Task requirements:
Below are records; reproduce exactly the lines from the one that has "thumb tip: (1004, 1065)" through the one that has "pinky tip: (956, 1142)", ends included, and nothing more.

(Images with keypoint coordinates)
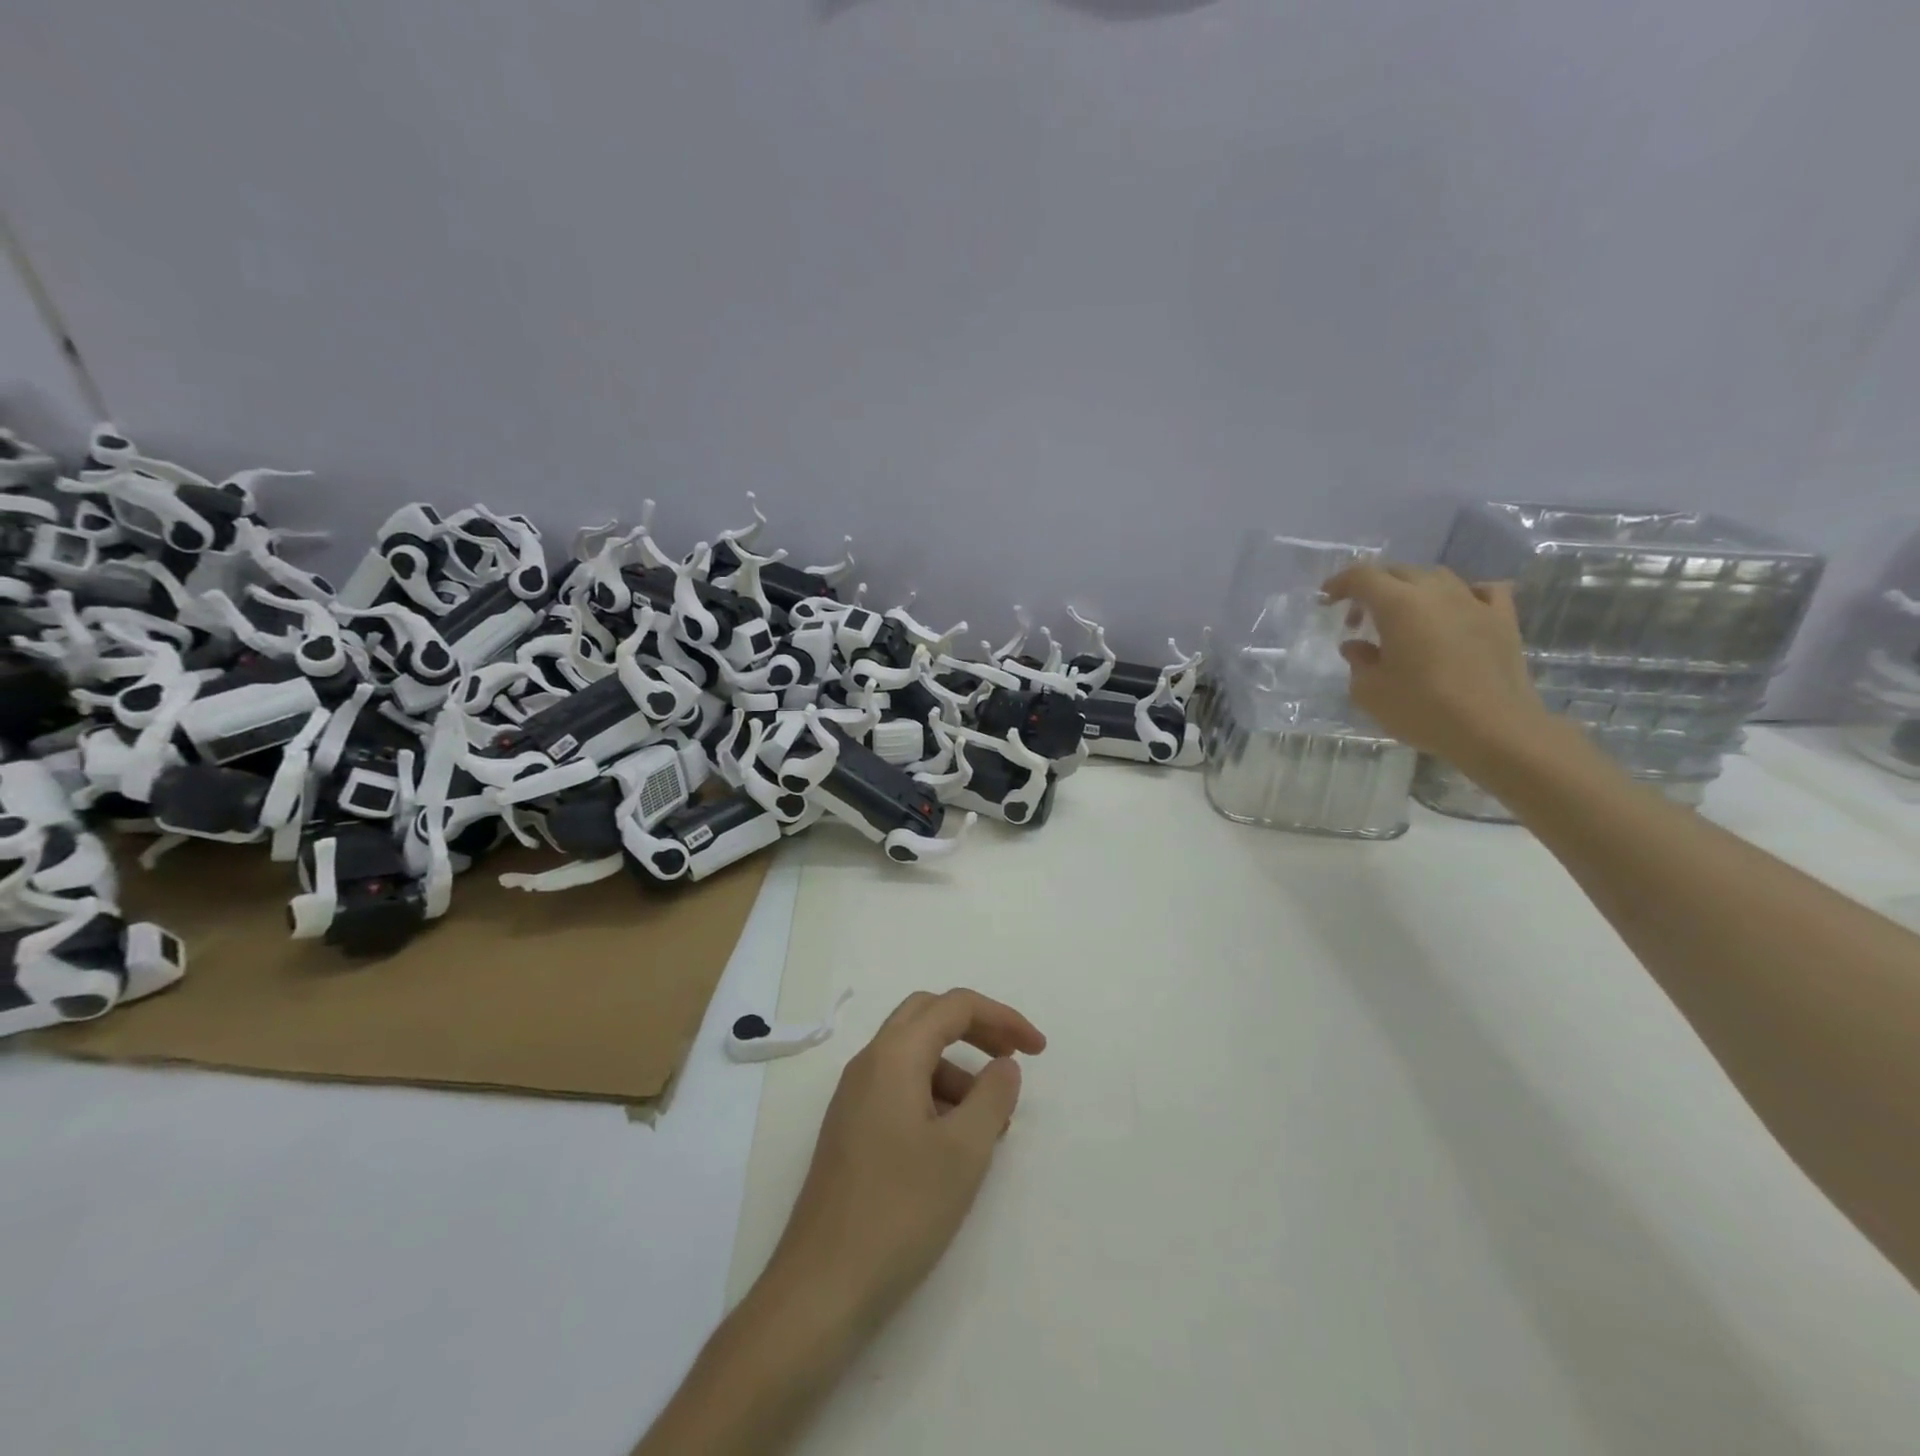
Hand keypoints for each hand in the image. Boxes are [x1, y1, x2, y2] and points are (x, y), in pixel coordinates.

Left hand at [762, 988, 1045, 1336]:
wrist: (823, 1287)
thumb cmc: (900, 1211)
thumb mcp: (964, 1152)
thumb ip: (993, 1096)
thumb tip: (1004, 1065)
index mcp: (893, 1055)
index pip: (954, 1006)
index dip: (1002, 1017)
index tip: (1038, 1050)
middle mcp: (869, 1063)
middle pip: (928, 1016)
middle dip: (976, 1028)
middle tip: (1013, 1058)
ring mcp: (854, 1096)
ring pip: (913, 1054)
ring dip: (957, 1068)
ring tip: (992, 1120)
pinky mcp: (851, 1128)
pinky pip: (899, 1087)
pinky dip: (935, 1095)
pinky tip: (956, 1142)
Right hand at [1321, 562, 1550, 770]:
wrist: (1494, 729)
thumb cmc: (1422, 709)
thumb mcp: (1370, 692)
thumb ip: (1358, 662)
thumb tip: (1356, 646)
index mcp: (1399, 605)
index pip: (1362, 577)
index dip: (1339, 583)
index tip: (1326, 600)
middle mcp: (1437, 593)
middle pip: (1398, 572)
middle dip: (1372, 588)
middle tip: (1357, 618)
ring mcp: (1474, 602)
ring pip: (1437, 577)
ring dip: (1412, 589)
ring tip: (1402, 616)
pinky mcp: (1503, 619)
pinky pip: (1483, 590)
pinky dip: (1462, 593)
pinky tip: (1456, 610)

Answer below:
thumb tip: (1004, 1065)
index mcp: (893, 1055)
index pip: (954, 1006)
index dip: (1002, 1017)
index tip: (1038, 1050)
middle mcp: (869, 1063)
middle pip: (928, 1016)
middle dip: (976, 1028)
middle tip: (1013, 1058)
ring mcp: (854, 1096)
ring pip: (913, 1054)
ring dip: (957, 1068)
ring tip: (992, 1120)
pinky mcp: (851, 1128)
pinky pip: (899, 1087)
pinky dip: (935, 1095)
pinky tip: (956, 1142)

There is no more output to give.